Starkman
deja la gerencia de la cuestionada ENEE a menos de siete meses que el
empresario Juan Bendeck renunciara a ese mismo cargo por malentendidos
con el presidente Zelaya y algunos de sus cercanos colaboradores, a
quienes acusó, en su momento de orillarlo a dimitir.
La deserción de Starkman fue confirmada por el propio presidente
Zelaya en una conferencia de prensa ofrecida este viernes en Casa de
Gobierno, tras su regreso de Estados Unidos. Su secretario privado,
Raúl Valladares, fue el encargado de dar lectura a la misiva
en donde comunicaba su retiro del gobierno.
En los últimos días, Starkman era investigado por la Fiscalía
Contra la Corrupción por el supuesto otorgamiento y pago de un
jugoso contrato de consultoría por 850 mil lempiras al consultor
Julio César Anariba Quiñónez
La denuncia provino del mismo Partido Liberal, específicamente
de los consejos municipales del Distrito Central, quienes han realizado
auditorías a varias instituciones del Estado.
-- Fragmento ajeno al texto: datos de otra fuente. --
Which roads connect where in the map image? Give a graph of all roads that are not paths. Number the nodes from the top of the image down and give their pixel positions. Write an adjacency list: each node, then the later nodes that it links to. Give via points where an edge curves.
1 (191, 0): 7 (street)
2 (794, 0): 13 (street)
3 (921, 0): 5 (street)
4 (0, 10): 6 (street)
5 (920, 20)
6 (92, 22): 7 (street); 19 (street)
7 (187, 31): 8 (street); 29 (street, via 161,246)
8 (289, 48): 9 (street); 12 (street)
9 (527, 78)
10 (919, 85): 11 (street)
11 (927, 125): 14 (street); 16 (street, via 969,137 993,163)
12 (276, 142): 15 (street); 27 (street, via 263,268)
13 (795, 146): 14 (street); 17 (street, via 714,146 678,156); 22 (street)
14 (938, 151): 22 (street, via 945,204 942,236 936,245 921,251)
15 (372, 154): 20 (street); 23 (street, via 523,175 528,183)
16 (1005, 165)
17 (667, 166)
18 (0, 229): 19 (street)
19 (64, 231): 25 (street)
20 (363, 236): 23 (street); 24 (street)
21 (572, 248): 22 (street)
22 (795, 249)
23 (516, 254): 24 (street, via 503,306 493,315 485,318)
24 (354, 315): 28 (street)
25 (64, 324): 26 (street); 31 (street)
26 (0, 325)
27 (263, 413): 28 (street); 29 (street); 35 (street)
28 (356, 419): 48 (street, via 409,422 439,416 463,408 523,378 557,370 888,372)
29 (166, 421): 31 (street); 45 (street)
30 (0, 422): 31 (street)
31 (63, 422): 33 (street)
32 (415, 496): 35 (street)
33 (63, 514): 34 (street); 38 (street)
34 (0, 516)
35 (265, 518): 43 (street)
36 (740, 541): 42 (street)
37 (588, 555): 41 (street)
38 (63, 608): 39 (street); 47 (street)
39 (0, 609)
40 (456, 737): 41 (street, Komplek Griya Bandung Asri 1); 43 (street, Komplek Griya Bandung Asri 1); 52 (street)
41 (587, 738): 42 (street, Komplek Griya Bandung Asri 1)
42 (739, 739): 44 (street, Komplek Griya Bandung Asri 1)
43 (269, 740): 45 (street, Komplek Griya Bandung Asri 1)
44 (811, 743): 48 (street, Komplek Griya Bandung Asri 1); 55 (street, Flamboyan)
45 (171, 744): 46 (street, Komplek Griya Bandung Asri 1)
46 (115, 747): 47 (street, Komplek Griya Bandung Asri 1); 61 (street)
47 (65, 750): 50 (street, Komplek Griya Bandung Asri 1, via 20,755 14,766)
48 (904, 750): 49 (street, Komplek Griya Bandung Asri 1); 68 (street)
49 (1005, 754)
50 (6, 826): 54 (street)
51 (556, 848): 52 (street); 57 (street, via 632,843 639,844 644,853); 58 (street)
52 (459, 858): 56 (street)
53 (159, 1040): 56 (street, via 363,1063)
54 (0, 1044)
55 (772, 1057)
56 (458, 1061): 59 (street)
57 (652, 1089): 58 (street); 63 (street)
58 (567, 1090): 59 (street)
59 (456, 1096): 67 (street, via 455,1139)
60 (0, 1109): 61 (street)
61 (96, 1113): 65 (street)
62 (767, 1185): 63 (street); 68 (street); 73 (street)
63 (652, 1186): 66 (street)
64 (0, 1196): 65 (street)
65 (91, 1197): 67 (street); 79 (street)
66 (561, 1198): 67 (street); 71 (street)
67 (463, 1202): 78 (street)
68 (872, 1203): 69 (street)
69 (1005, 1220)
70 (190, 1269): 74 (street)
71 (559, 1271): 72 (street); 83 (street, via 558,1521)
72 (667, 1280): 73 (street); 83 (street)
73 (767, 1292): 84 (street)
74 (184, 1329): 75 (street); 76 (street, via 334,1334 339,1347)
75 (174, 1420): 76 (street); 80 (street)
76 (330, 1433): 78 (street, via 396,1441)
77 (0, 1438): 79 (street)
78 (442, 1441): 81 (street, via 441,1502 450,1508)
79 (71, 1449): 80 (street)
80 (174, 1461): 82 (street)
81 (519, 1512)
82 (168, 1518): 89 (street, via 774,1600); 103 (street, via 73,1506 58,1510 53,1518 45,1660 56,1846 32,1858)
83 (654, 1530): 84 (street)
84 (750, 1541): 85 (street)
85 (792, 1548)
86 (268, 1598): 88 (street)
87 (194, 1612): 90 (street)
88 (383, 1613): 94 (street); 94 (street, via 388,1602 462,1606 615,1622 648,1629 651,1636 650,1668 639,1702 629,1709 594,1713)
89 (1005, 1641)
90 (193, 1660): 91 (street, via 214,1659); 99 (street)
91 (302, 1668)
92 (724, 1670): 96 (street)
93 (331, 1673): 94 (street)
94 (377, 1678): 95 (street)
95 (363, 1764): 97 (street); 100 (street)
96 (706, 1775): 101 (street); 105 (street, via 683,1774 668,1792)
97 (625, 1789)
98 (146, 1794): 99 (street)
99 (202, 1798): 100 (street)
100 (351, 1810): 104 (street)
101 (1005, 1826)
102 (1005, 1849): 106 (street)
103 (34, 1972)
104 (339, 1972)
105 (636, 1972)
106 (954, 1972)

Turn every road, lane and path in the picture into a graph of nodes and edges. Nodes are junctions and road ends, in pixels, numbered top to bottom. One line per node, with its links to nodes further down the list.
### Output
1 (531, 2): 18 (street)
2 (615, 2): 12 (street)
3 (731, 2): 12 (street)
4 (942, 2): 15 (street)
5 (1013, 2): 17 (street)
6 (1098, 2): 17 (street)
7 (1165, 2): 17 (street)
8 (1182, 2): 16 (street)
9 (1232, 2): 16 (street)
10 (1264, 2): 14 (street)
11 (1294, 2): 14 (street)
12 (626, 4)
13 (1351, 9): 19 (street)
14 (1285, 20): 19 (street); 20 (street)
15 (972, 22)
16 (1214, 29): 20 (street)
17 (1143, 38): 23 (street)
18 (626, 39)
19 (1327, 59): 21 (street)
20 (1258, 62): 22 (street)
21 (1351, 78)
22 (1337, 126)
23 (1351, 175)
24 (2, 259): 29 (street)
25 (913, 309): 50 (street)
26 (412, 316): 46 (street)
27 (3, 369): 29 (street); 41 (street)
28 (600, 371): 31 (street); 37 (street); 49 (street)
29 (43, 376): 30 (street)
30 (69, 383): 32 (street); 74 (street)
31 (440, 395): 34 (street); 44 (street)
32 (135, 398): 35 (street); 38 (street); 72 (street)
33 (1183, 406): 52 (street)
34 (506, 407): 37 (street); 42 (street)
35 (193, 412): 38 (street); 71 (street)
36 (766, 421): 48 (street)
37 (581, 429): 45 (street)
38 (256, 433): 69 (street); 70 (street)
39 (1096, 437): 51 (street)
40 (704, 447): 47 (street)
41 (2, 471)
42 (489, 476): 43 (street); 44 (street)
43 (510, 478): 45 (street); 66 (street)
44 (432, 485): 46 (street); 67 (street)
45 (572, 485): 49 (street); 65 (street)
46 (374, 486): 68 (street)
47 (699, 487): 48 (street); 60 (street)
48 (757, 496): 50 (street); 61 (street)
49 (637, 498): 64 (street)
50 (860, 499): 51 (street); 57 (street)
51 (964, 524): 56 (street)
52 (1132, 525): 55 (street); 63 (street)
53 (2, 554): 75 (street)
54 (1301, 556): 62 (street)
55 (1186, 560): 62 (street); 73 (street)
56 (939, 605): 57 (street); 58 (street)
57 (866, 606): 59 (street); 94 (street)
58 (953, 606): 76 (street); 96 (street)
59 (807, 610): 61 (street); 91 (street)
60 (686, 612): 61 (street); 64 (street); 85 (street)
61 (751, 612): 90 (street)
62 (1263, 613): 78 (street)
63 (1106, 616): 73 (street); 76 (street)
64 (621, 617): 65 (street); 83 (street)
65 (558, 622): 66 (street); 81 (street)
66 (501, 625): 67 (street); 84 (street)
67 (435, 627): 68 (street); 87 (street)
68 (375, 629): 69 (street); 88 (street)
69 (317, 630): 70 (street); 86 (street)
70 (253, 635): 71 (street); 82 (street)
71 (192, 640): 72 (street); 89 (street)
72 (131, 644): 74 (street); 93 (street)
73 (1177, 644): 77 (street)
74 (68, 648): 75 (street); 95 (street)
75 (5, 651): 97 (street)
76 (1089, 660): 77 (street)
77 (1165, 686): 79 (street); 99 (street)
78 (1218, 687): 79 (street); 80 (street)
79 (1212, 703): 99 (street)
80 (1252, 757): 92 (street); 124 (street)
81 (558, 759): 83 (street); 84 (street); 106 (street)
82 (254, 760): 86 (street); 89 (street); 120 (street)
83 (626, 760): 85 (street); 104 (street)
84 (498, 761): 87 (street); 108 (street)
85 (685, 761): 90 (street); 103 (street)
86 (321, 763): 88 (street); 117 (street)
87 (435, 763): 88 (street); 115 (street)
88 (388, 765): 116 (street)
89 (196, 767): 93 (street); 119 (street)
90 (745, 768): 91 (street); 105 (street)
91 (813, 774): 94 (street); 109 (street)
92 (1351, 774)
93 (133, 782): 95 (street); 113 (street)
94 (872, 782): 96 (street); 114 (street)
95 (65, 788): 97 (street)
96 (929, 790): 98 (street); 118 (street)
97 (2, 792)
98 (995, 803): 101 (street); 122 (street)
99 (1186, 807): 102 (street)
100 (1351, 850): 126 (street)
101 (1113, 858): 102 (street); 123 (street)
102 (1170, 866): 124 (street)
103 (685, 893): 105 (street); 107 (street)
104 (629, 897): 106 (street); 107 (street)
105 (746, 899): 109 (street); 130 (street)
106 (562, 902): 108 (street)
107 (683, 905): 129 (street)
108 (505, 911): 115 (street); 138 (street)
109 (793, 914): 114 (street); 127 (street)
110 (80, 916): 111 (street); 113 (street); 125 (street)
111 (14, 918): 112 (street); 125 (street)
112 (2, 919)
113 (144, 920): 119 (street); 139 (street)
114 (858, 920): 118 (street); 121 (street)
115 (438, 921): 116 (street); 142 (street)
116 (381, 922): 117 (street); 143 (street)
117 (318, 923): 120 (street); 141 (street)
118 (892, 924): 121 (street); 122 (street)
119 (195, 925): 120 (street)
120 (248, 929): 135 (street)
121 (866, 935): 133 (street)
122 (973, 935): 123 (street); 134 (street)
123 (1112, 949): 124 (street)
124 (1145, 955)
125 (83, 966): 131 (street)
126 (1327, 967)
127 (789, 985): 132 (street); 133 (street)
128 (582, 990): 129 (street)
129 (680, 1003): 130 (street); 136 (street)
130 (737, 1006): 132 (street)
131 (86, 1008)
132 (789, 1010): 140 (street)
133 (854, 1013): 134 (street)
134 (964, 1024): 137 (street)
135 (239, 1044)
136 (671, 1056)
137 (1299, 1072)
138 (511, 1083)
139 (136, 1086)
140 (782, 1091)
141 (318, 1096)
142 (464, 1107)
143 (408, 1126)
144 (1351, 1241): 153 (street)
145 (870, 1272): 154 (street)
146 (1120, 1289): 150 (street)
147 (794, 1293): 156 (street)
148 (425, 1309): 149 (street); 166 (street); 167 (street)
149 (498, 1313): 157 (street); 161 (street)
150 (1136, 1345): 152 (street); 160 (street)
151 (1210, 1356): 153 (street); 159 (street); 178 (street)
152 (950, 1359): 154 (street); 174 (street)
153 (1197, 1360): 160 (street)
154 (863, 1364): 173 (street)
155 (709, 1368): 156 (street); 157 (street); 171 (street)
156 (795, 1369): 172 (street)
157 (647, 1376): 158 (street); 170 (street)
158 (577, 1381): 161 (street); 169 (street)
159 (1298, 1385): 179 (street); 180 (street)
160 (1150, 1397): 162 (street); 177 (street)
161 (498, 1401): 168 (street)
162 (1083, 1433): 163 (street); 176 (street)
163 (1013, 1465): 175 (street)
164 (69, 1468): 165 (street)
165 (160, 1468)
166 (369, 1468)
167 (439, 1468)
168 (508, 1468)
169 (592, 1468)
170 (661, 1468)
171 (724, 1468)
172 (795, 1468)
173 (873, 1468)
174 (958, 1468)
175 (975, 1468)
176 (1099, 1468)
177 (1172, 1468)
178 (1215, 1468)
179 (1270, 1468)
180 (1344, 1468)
Según las bases liberales, el gerente de la ENEE contrató
al consultor Anariba Quiñónez para que en un espacio de
dos meses elaborara informes técnicos, a cambio del pago de 850
mil lempiras.
También fue denunciado por adeudar millonarias sumas de dinero
a BAC Credomatic, banco Cuscatlán y al empresario sampedrano
Carlos Urbizo Solís y por emitir cheques sin fondos para honrar
esos compromisos.
En los últimos meses, el joven y cuestionado funcionario había
quedado como una simple figura decorativa, luego que una Comisión
Interventora, nombrada por el Poder Ejecutivo, se hizo cargo de la administración
y dirección de la estatal Empresa de Energía Eléctrica.
Starkman se suma a la larga lista de funcionarios que dimitieron de
sus cargos en los últimos meses, entre los que se cuentan al
ex gerente de la ENEE , Juan Bendeck; el ministro de Salud, Orison Velásquez;
el ministro de Finanzas, Hugo Noé Pino; el secretario general
de Salud, Denis Castro, y el gerente de la Empresa Nacional Portuaria
(ENP) Manuel Arriaga Yacamán.
En la misiva de renuncia enviada al Presidente, Starkman argumenta que
la decisión la hizo a raíz de las noticias publicadas
recientemente por los medios de comunicación, “en las que
maliciosamente se cuestiona mi gestión y se trata de manchar
mi imagen como funcionario público”.
“Si bien es cierto los eventos denunciados en los medios se han
dirigido contra la sociedad anónima de la que formo parte y no
directamente contra mi persona, considero prudente mi salida de la estructura
del gobierno a fin de evitar los señalamientos en mi perjuicio
y que repercutan en la buena imagen y correcto desenvolvimiento del
presidente Zelaya”, agrega la carta.
El presidente Zelaya no precisó si aceptaría la renuncia
de Starkman, pero anunció que se reunirá con su equipo
de colaboradores para adoptar una decisión al respecto. Se da
por descontado que el gobernante aceptara la dimisión.